Experts Urge Greater Awareness and Support as Liver Cancer Month Ends

November 4, 2025
Dr. Arndt Vogel

,
Dr. Mark Yarchoan

As Liver Cancer Awareness Month ends, Drs. Vogel and Yarchoan highlight the urgent need for greater awareness, support and resources for liver cancer.

As Liver Cancer Awareness Month concludes, we are reflecting on insights shared Dr. Arndt Vogel and Dr. Mark Yarchoan who emphasized the urgent need for increased recognition and support for hepatocellular carcinoma (HCC). Together, these perspectives reinforce that increased awareness, surveillance, and sustained investment can meaningfully improve outcomes for patients with liver cancer.

Vogel serves as a managing senior consultant and professor in the Department of Gastroenterology, Hepatology and Endocrinology at Hannover Medical School, in Hanover, Germany, where he is also the head of the GI-Cancer Center and also directs the Center for Personalized Medicine at the institution.

Yarchoan is a physician-scientist and an associate professor of oncology. He is a Johns Hopkins physician and a member of the Johns Hopkins School of Medicine faculty, in Baltimore, where he leads a research laboratory and is the principal investigator of multiple clinical trials focused on hepatobiliary cancers.

Transcript

What is the importance of recognizing Liver Cancer Awareness Month, and other initiatives like it?

Yarchoan: Liver cancer is a super under-recognized cause of cancer death in America. It's grossly underfunded. When you look at government funding for different cancers, liver cancer is the third leading cause of cancer death, but it's number 12 in funding; it's a grossly underfunded cancer.

The thing that I think is really worth pointing out is that things are actually starting to work for liver cancer. it's an area where we really need more attention, more advocacy and more money to advance new treatments. I love that this is being highlighted. Our patients are, at the end of the day, our best advocates. I really hope that our patients can help us get the attention and the resources we need to continue to make great progress. This is a really hard time right now, as someone who spends most of my life doing research, to keep our laboratories open and to try to make the kinds of advancements that we want to make in this field. I think there's no better place to start than raising awareness about this cancer.

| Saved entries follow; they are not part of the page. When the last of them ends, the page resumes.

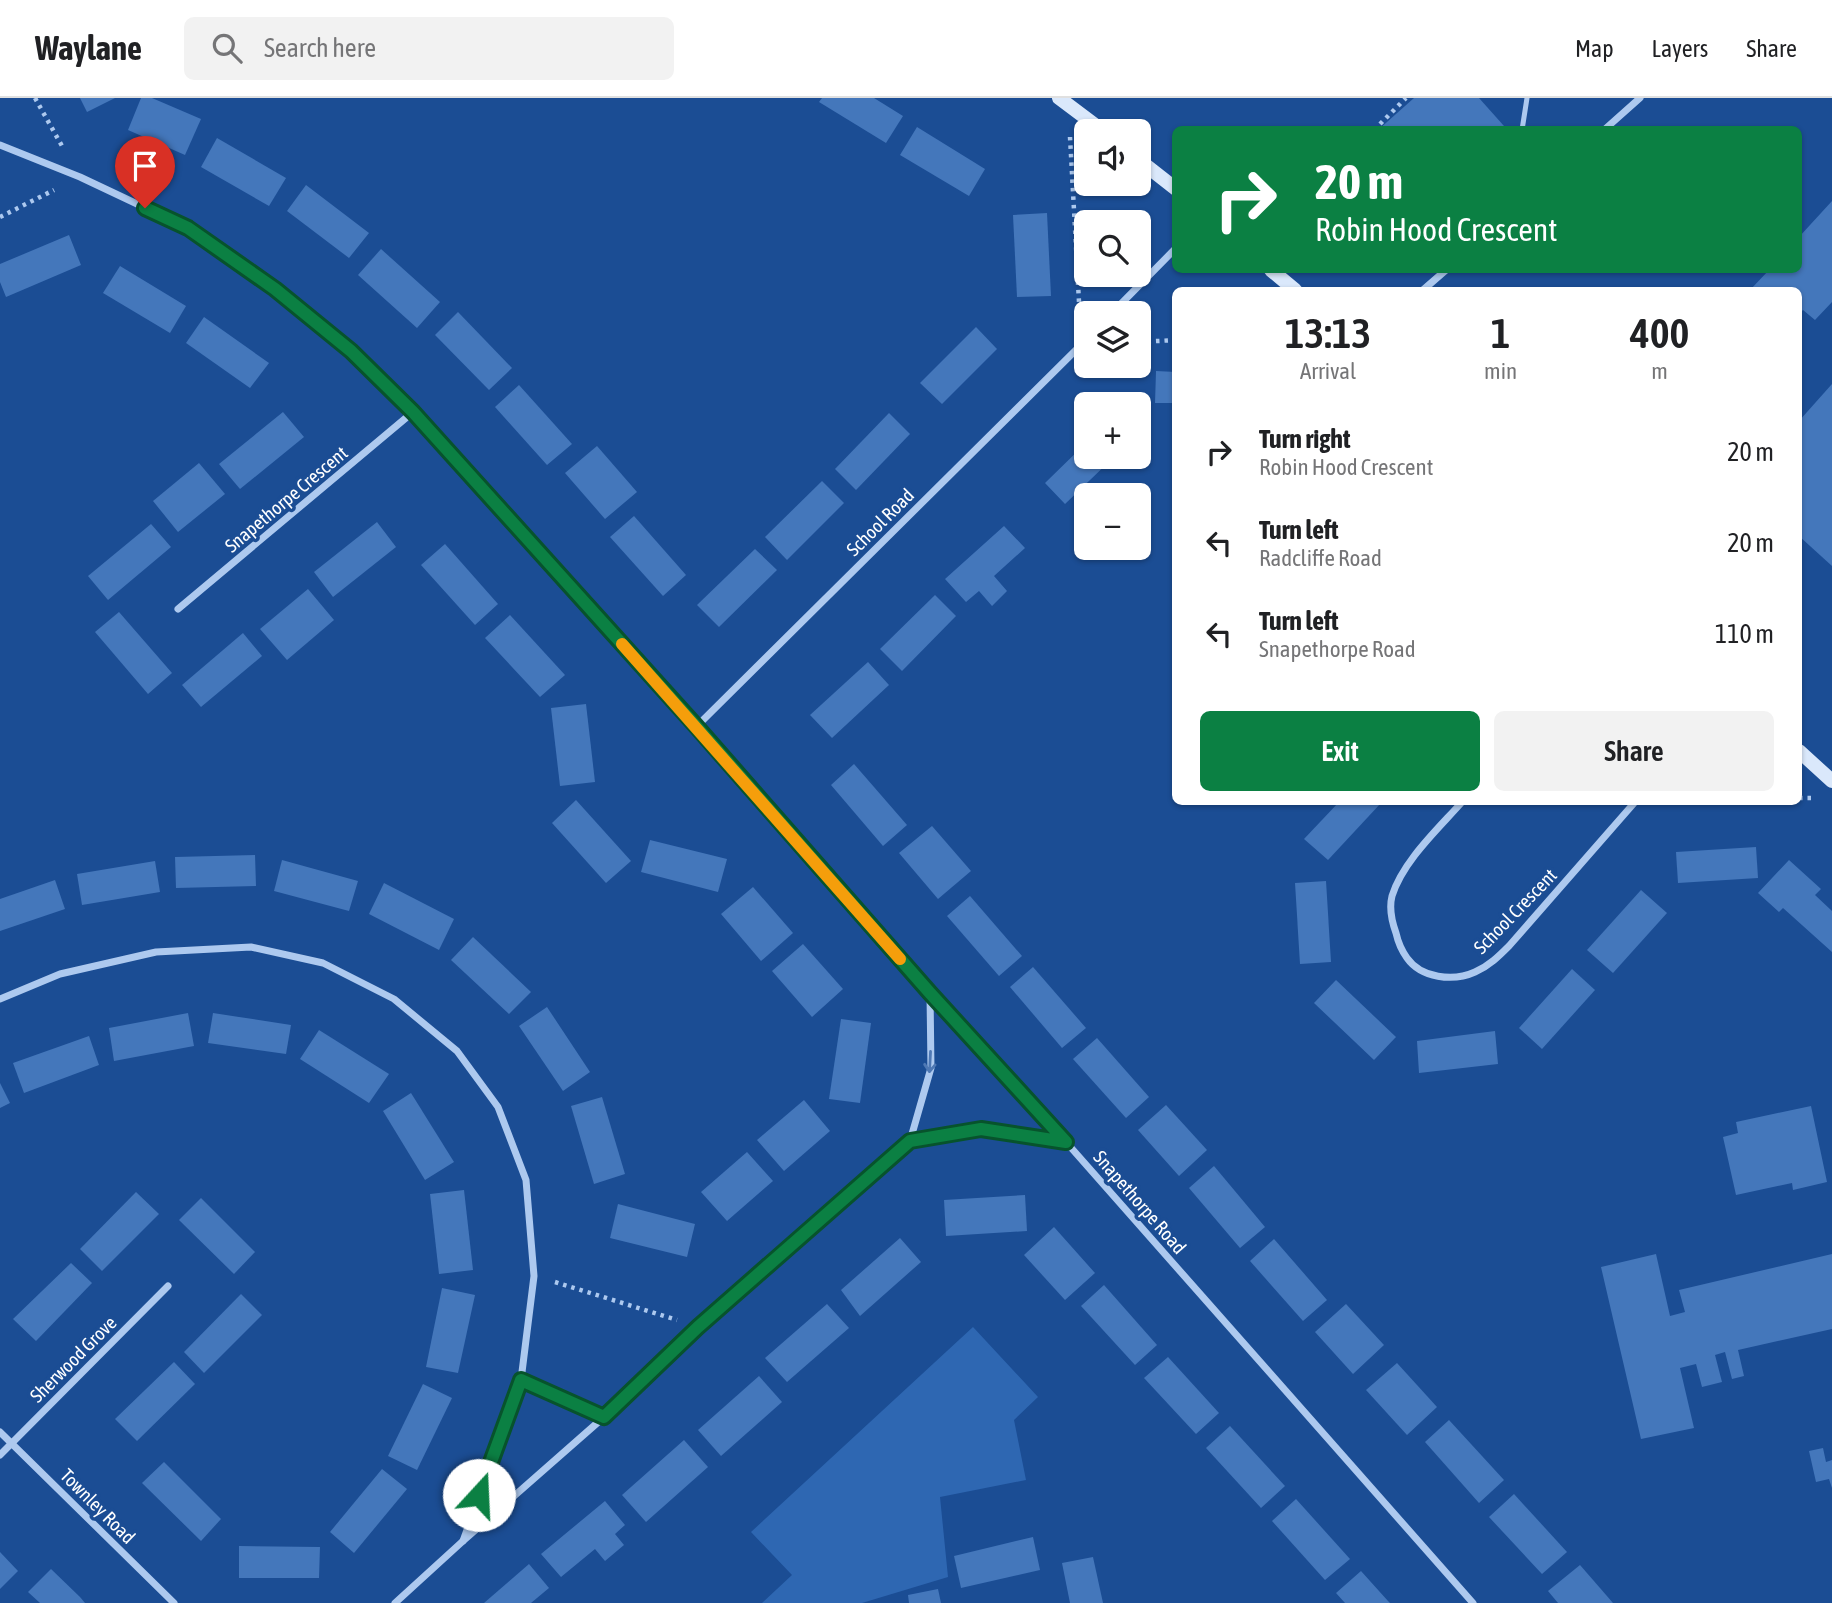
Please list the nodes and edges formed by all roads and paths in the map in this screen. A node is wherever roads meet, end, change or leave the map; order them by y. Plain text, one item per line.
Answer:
1 (1406, 98) edge
2 (1527, 98) edge
3 (1640, 98) edge
4 (1064, 101) edge
5 (1087, 119) edge
6 (1378, 126) edge
7 (1523, 126) edge
8 (1608, 126) edge
9 (0, 145) edge
10 (1151, 169) edge
11 (1172, 186) edge
12 (1172, 252) edge
13 (1275, 273) edge
14 (1443, 273) edge
15 (1291, 287) edge
16 (1426, 287) edge
17 (1081, 301) edge
18 (1124, 301) edge
19 (1172, 340) edge
20 (1151, 341) edge
21 (1074, 352) edge
22 (413, 412) junction
23 (178, 609) dead end
24 (696, 726) junction
25 (1802, 754) edge
26 (1832, 781) edge
27 (1459, 805) edge
28 (1632, 805) edge
29 (930, 993) junction
30 (0, 999) edge
31 (910, 1141) junction
32 (1066, 1142) junction
33 (534, 1276) junction
34 (168, 1286) dead end
35 (698, 1327) junction
36 (521, 1380) junction
37 (604, 1417) junction
38 (0, 1432) edge
39 (12, 1443) junction
40 (0, 1455) edge
41 (463, 1541) junction
42 (174, 1603) edge
43 (395, 1603) edge
44 (1473, 1603) edge

1 - 6 path
2 - 7 lane
3 - 8 street
4 - 5 street
4 - 17 path
9 - 22 street, Snapethorpe Road
10 - 11 street
12 - 18 street
13 - 15 street
14 - 16 street
19 - 20 path
21 - 24 street, School Road
22 - 23 street, Snapethorpe Crescent
22 - 24 street, Snapethorpe Road
24 - 29 street, Snapethorpe Road
25 - 26 street
27 - 28 street, School Crescent
29 -> 31 street
29 - 32 street, Snapethorpe Road
30 - 33 street
31 - 32 street
31 - 35 street
32 - 44 street, Snapethorpe Road
33 - 35 path
33 - 36 street
34 - 39 street, Sherwood Grove
35 - 37 street
36 - 37 street
36 - 41 street
37 - 41 street
38 - 39 street, Townley Road
39 - 40 street, Sherwood Grove
39 - 42 street, Townley Road
41 - 43 street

This is a huge cause of morbidity and mortality around the world, not just in the United States. Unfortunately, in the past, outcomes were so poor for liver cancer that often patients just didn't have time to even raise awareness about this. We had such low cure rates that we didn't have the kinds of patient advocates that other cancers had. That's starting to change, and I really feel that even in this program.

Vogel: I think raising awareness for liver cancer is today, as it was 50 years ago, very important because the majority of our patients have underlying risk factors. HCC usually occurs in the context of a chronic liver disease. In the past, this was a lot of viral disease for which we have today very effective treatments available for hepatitis B and C. Nevertheless, these patients are still at risk. Then we have the new diseases, the fatty liver diseases, both caused by metabolic syndrome and obesity or by alcohol abuse.

I think in most cases, we can identify patients at risk, and if we were to use our surveillance strategies more efficiently (at the moment, only around 25% to 30% of our patients, or potential patients, use surveillance strategies) we could definitely increase the number of patients that are diagnosed in an early stage. With that, they would be candidates for potentially curative treatment. So, I think raising awareness equals utilizing surveillance more and more effectively, and that would definitely make a tremendous impact on the survival rates, which are really extremely poor still for this disease.

Transcript has been edited for clarity and conciseness.